* WHAT THE TASK REQUIRES
Repeat the following entries exactly, excluding pictures.

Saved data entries

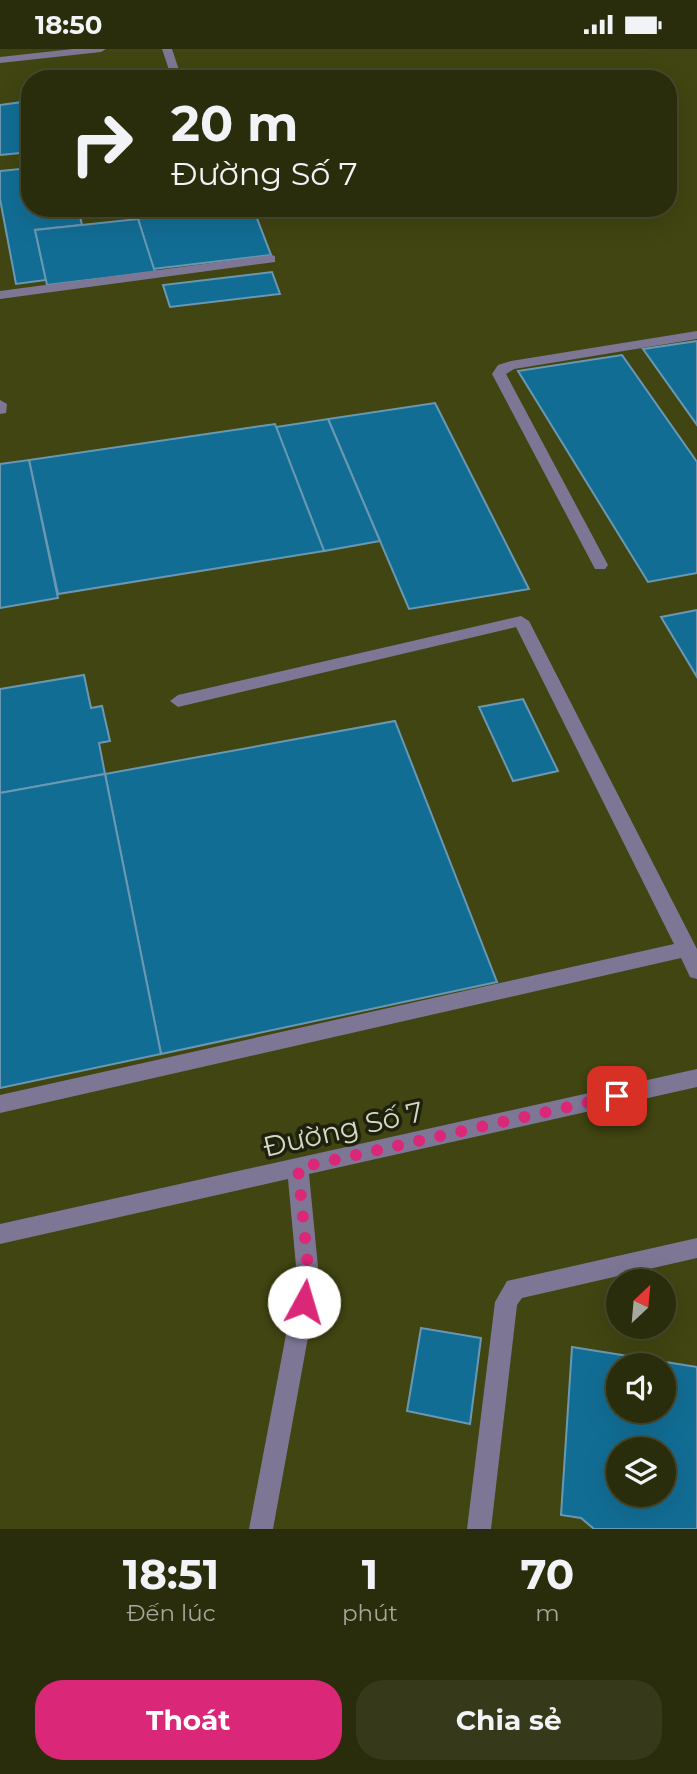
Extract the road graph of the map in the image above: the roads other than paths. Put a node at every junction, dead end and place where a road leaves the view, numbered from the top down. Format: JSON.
{"nodes":[{"id":1,"x":101,"y":49,"type":"edge"},
{"id":2,"x":167,"y":49,"type":"edge"},
{"id":3,"x":0,"y":60,"type":"edge"},
{"id":4,"x":174,"y":70,"type":"edge"},
{"id":5,"x":271,"y":259,"type":"dead end"},
{"id":6,"x":0,"y":295,"type":"edge"},
{"id":7,"x":697,"y":335,"type":"edge"},
{"id":8,"x":600,"y":565,"type":"dead end"},
{"id":9,"x":178,"y":701,"type":"dead end"},
{"id":10,"x":687,"y":949,"type":"junction"},
{"id":11,"x":697,"y":971,"type":"edge"},
{"id":12,"x":697,"y":1078,"type":"edge"},
{"id":13,"x":0,"y":1104,"type":"edge"},
{"id":14,"x":298,"y":1168,"type":"junction"},
{"id":15,"x":0,"y":1234,"type":"edge"},
{"id":16,"x":697,"y":1248,"type":"edge"},
{"id":17,"x":261,"y":1529,"type":"edge"},
{"id":18,"x":479,"y":1529,"type":"edge"}],
"edges":[{"from":1,"to":3,"type":"street"},
{"from":2,"to":4,"type":"street"},
{"from":5,"to":6,"type":"street"},
{"from":7,"to":8,"type":"street"},
{"from":9,"to":10,"type":"street"},
{"from":10,"to":11,"type":"street"},
{"from":10,"to":13,"type":"street"},
{"from":12,"to":14,"type":"street","name":"Đường Số 7"},
{"from":14,"to":15,"type":"street","name":"Đường Số 7"},
{"from":14,"to":17,"type":"street"},
{"from":16,"to":18,"type":"street"}]}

* WRITTEN SOLUTION
Extract the road graph of the map in the image above: the roads other than paths. Put a node at every junction, dead end and place where a road leaves the view, numbered from the top down. Format: JSON.
{"nodes":[{"id":1,"x":101,"y":49,"type":"edge"},
{"id":2,"x":167,"y":49,"type":"edge"},
{"id":3,"x":0,"y":60,"type":"edge"},
{"id":4,"x":174,"y":70,"type":"edge"},
{"id":5,"x":271,"y":259,"type":"dead end"},
{"id":6,"x":0,"y":295,"type":"edge"},
{"id":7,"x":697,"y":335,"type":"edge"},
{"id":8,"x":600,"y":565,"type":"dead end"},
{"id":9,"x":178,"y":701,"type":"dead end"},
{"id":10,"x":687,"y":949,"type":"junction"},
{"id":11,"x":697,"y":971,"type":"edge"},
{"id":12,"x":697,"y":1078,"type":"edge"},
{"id":13,"x":0,"y":1104,"type":"edge"},
{"id":14,"x":298,"y":1168,"type":"junction"},
{"id":15,"x":0,"y":1234,"type":"edge"},
{"id":16,"x":697,"y":1248,"type":"edge"},
{"id":17,"x":261,"y":1529,"type":"edge"},
{"id":18,"x":479,"y":1529,"type":"edge"}],
"edges":[{"from":1,"to":3,"type":"street"},
{"from":2,"to":4,"type":"street"},
{"from":5,"to":6,"type":"street"},
{"from":7,"to":8,"type":"street"},
{"from":9,"to":10,"type":"street"},
{"from":10,"to":11,"type":"street"},
{"from":10,"to":13,"type":"street"},
{"from":12,"to":14,"type":"street","name":"Đường Số 7"},
{"from":14,"to":15,"type":"street","name":"Đường Số 7"},
{"from":14,"to":17,"type":"street"},
{"from":16,"to":18,"type":"street"}]}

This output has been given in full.